With nearly 40 years of collaborative efforts under their belts, Barbara Ciurej & Lindsay Lochman have expanded awareness of the female voice in the fine arts while simultaneously staying current with new formats and strategies for visual presentation. This week the COMP Magazine caught up with Ciurej & Lochman to discuss their experiences at the Institute of Design in the late 1970s, what has sustained their longterm collective investigations, what each values most in their aesthetic practice, and recent projects and artist’s books.
BC – Barbara Ciurej
LL – Lindsay Lochman
You have been collaborating since the 1980s. I believe you originally met while studying Visual Communications at the Institute of Design here in Chicago. Prior to this encounter, I’m wondering if there were any specific experiences or people that set you on your aesthetic journey?
LL – I grew up in a solitary space, looking at pictures or drawing them. I looked at my grandfather’s National Geographics, Chicago’s Field Museum dioramas and at the Saturday Evening Post. My Aunt Cordelia, a Kandinsky with needle and thread, was a great inspiration for me. I was under the impression that the Institute of Design would give me the skills to use my talents commercially. Instead, it focused my initial interest in fine art and history.
BC – My older brother had studied engineering at Illinois Institute of Technology, so when I read about the Institute of Design at IIT and its Bauhaus history, I thought it sounded interesting and applied. That turned out to be a fateful decision. I had always had a great relationship with my older sister and knew that the experiences we both understood were alien to my brothers. This shared female language became the basis of the work I did with Lindsay. I was disillusioned by the misogyny I witnessed in my Catholic upbringing and empowered by a cadre of commanding “home-maker” women relatives. Add in the political climate raging over reproductive choice and emerging equal rights for women – that was the brew I was steeped in.

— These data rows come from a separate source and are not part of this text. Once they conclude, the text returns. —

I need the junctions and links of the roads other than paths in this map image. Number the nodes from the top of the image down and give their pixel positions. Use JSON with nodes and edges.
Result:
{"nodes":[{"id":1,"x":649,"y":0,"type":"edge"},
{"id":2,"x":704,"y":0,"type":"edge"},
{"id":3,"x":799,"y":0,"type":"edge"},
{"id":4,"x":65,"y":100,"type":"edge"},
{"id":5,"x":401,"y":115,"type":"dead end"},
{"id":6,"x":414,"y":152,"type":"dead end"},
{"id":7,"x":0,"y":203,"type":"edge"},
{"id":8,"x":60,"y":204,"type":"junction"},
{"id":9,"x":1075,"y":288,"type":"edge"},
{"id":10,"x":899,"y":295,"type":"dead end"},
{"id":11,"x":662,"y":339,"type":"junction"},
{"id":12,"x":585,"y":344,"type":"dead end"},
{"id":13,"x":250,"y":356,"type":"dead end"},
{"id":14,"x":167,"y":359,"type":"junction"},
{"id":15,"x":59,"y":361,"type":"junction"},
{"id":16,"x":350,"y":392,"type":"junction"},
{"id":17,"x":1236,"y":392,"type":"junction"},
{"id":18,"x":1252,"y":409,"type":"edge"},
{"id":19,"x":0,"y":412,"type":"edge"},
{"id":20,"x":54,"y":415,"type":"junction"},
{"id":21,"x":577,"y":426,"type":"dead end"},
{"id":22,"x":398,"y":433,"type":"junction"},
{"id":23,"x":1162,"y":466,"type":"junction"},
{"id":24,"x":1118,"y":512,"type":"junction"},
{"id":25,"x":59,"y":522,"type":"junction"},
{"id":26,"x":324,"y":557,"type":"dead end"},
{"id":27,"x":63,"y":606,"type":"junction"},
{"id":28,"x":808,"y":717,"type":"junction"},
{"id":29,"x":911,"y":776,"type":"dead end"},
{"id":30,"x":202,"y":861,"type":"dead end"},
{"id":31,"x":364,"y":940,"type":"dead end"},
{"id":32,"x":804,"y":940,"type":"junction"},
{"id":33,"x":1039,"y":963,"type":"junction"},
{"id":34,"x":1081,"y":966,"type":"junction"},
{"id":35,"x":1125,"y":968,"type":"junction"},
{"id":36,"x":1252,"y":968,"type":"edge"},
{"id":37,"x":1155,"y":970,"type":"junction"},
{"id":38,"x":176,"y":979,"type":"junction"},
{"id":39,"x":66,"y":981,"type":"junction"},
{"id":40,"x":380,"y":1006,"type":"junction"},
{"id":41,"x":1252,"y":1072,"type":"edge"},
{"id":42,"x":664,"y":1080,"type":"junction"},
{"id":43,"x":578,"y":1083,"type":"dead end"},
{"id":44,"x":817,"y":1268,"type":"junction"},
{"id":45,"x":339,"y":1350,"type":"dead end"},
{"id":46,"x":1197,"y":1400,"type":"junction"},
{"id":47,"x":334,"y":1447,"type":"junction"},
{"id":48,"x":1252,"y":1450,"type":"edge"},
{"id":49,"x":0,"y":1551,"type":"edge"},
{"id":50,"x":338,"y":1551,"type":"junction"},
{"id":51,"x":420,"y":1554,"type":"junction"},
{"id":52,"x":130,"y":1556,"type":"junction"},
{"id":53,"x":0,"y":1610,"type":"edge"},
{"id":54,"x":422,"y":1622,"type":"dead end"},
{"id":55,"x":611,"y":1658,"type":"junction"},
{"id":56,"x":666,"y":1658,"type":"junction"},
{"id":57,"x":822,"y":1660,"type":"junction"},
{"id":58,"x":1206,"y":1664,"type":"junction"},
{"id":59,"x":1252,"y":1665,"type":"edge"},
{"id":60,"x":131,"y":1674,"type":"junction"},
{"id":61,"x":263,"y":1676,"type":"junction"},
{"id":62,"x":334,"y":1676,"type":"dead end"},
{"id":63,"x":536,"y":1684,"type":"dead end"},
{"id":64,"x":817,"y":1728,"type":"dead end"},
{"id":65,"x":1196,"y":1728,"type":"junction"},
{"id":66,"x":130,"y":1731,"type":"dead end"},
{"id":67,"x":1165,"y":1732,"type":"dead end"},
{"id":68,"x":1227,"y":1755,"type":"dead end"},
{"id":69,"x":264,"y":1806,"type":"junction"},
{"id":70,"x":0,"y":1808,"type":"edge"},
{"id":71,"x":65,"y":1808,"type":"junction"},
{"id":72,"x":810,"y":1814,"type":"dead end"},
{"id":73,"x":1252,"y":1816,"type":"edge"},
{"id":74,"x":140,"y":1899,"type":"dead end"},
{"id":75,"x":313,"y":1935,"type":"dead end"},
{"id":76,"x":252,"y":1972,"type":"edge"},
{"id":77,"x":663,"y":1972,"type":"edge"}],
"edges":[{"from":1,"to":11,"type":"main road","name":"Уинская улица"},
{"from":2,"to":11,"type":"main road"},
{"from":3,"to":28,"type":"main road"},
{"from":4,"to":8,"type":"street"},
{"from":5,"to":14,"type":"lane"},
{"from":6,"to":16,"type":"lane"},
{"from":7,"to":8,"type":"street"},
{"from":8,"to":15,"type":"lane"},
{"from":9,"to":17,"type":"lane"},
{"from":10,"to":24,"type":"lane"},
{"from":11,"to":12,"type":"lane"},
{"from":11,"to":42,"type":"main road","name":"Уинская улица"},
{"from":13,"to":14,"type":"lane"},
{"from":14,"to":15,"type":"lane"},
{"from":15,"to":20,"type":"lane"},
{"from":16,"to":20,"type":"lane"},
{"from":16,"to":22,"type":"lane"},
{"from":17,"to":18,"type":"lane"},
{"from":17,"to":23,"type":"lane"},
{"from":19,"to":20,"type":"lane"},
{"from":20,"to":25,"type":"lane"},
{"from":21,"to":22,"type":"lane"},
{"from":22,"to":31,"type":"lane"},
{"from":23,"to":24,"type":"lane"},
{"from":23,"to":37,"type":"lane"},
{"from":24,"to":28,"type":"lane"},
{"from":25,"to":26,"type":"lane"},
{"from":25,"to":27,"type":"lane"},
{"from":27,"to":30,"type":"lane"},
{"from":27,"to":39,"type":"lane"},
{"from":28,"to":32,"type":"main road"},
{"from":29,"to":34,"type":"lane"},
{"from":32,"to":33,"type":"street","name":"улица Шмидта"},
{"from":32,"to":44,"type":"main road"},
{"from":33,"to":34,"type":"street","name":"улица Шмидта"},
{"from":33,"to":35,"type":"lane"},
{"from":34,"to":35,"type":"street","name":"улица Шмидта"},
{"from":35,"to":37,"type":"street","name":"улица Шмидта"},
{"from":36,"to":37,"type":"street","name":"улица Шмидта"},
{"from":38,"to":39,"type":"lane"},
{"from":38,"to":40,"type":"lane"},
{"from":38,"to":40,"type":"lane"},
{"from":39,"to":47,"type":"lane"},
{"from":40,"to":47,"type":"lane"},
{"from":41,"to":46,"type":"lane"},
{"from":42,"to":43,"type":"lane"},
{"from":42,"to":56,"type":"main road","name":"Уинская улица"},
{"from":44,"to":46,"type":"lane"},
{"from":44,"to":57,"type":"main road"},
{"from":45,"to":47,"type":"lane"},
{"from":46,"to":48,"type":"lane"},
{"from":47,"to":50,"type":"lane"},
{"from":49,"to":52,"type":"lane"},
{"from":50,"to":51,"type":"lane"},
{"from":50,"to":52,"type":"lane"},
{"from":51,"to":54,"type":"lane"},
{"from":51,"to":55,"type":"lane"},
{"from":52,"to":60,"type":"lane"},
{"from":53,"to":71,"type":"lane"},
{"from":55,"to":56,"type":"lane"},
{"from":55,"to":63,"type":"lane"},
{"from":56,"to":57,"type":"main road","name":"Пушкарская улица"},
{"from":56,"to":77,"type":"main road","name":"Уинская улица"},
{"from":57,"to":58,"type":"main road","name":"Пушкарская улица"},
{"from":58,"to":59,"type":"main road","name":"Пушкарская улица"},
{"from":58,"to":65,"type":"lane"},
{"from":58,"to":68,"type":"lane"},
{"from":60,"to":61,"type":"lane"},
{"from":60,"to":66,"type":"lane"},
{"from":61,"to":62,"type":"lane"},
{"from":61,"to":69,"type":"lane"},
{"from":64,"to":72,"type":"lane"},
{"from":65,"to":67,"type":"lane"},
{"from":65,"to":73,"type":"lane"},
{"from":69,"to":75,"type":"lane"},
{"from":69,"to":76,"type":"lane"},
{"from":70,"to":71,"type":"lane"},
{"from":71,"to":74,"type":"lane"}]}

What was the I.D. like during the time you were students? There is a rich history as was illustrated in the 2002 Art Institute of Chicago exhibition, “Taken by Design: Photographs from the Institute of Design, 1937-1971”. For instance, a number of former students (Joe Jachna, Ray Metzker, Lynn Sloan, Barbara Crane) went on teach and have a profound influence on generations of image-makers.
BC – The most illustrious photography teachers had moved on, but their legacy hung in the air. The Taken by Design exhibition which traced the history of the Institute of Design spanned 1937-1971. The school continued on but for us that particular modernist heyday was over and the energy was more diffuse. It was though people who moved on to teach elsewhere, were no longer in the fold and weren’t mentioned. Arthur Siegel was still teaching at the ID and upholding a demanding rigor, as were other lesser known teachers. It’s interesting to read in the Taken by Design catalog that one of Arthur’s catchphrases was: “Never force a camera on a woman.”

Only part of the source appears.